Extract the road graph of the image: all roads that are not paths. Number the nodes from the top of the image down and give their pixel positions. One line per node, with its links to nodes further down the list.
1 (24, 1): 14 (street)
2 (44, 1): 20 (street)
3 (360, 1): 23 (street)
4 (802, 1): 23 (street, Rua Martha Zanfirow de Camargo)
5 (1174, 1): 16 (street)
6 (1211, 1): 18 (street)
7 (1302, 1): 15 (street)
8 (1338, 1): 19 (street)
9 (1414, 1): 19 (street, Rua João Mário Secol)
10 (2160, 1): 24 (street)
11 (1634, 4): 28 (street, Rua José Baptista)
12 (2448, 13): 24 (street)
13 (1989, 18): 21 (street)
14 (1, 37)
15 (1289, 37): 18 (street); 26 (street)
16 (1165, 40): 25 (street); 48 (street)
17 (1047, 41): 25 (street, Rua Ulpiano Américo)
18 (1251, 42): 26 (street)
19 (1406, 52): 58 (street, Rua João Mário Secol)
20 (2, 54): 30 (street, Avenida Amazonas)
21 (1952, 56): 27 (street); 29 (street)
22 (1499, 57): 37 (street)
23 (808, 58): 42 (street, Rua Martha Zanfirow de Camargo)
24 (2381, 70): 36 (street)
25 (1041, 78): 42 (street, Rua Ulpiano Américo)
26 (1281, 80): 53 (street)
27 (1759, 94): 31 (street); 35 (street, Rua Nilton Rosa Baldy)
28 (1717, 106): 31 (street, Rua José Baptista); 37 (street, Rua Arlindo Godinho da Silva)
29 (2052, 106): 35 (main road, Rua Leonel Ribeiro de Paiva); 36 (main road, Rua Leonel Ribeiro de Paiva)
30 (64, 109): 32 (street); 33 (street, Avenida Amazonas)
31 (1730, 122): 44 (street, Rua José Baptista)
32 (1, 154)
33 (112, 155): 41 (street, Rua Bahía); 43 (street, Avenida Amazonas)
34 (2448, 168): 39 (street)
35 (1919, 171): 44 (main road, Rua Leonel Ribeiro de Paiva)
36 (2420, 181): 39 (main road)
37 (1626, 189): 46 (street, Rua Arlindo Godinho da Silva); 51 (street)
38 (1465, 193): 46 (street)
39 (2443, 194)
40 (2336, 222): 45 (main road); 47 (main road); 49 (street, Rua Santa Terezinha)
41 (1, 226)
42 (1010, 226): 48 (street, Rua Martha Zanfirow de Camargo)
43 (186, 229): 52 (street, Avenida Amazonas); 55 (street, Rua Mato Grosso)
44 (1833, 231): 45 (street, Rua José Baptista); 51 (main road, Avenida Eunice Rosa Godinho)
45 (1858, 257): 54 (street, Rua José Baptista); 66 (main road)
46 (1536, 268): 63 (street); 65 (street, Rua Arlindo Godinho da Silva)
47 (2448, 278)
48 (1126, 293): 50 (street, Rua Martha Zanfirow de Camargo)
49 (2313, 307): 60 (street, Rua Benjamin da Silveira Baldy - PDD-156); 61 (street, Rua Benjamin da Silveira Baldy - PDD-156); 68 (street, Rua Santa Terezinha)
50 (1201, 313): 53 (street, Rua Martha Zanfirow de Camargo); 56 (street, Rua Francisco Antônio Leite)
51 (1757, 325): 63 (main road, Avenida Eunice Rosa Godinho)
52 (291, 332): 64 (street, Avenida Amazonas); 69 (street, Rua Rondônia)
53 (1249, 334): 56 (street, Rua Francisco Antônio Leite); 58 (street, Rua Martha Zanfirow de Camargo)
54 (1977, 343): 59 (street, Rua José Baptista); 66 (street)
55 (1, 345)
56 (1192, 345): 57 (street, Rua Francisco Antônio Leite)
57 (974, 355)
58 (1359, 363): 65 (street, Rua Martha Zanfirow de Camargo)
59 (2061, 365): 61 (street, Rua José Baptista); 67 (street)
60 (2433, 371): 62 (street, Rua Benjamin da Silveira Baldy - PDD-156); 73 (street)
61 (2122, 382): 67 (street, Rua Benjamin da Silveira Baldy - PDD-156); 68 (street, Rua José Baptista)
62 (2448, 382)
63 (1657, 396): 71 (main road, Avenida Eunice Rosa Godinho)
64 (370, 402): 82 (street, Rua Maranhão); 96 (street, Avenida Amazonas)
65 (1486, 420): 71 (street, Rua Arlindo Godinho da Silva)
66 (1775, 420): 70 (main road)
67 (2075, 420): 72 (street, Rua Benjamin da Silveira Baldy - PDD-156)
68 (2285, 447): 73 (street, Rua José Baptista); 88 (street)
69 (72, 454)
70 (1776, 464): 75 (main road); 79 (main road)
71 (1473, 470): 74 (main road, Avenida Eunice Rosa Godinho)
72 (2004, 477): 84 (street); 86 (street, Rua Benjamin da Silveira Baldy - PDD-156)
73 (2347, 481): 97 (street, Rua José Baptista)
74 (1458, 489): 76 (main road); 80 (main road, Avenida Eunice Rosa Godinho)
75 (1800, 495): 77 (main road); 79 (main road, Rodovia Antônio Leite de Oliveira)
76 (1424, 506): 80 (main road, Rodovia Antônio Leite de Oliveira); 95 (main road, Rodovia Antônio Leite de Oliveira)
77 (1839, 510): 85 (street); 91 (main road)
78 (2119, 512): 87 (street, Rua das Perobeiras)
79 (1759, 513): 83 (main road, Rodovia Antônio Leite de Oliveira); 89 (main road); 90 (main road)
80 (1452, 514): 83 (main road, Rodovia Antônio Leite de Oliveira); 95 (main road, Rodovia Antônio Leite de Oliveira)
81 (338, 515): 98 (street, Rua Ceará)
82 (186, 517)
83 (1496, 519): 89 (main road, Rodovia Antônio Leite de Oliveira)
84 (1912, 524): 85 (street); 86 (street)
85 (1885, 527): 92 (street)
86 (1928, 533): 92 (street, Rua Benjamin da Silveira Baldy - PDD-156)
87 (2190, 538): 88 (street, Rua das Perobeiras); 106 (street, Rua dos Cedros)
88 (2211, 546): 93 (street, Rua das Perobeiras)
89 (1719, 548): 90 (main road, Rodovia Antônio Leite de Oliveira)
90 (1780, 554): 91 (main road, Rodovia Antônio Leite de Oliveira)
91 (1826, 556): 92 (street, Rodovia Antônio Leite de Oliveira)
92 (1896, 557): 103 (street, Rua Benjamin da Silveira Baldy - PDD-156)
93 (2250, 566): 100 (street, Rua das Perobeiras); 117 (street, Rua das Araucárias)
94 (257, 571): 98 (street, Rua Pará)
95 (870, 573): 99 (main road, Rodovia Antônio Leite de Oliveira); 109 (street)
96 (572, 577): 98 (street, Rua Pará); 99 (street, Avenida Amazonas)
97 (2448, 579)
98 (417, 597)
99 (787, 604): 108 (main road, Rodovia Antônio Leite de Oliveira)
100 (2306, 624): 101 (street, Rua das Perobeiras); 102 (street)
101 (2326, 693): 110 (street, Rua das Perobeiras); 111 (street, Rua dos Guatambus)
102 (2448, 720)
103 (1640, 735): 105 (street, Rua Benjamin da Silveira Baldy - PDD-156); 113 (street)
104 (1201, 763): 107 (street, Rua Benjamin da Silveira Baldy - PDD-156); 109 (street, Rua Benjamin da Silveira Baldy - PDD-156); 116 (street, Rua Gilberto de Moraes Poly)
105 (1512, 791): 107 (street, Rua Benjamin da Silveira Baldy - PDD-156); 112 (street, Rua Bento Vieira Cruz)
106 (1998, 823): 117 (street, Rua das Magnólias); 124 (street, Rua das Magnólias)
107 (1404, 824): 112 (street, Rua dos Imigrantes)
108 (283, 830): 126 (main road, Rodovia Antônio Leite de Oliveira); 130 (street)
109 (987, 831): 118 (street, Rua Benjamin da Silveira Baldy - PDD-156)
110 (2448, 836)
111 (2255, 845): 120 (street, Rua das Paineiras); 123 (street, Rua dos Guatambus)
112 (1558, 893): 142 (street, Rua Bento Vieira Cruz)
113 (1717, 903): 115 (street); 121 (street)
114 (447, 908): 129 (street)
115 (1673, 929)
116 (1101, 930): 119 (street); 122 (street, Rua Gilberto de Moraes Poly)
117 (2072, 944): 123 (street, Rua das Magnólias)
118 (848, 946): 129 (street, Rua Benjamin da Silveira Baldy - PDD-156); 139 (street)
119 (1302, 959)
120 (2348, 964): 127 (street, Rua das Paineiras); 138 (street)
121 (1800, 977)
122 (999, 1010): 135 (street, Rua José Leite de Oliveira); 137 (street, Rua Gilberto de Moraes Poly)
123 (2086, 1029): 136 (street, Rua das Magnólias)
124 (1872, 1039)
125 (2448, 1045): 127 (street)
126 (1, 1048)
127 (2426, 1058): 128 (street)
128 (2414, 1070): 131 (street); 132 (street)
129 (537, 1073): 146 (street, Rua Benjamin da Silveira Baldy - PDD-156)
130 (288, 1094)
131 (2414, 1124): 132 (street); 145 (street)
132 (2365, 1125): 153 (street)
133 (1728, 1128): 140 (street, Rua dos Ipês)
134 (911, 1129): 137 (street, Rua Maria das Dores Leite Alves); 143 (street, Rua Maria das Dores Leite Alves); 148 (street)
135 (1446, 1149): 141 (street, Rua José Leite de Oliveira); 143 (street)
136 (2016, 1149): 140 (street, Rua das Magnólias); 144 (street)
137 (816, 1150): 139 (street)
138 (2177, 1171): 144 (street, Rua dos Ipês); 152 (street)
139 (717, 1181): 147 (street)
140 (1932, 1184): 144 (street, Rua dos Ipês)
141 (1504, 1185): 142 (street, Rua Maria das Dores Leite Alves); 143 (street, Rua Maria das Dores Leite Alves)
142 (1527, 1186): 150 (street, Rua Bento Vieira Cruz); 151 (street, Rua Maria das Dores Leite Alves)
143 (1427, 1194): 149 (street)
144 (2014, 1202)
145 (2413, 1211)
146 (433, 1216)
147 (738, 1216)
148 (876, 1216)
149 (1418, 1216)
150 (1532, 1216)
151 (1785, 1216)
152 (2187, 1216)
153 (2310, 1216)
--------------------
- _Assignment_
Extract every line from the records above that contains the word "Zanfirow".

- _Response to this exercise_
4 (802, 1): 23 (street, Rua Martha Zanfirow de Camargo)
23 (808, 58): 42 (street, Rua Martha Zanfirow de Camargo)
42 (1010, 226): 48 (street, Rua Martha Zanfirow de Camargo)
48 (1126, 293): 50 (street, Rua Martha Zanfirow de Camargo)
50 (1201, 313): 53 (street, Rua Martha Zanfirow de Camargo); 56 (street, Rua Francisco Antônio Leite)
53 (1249, 334): 56 (street, Rua Francisco Antônio Leite); 58 (street, Rua Martha Zanfirow de Camargo)
58 (1359, 363): 65 (street, Rua Martha Zanfirow de Camargo)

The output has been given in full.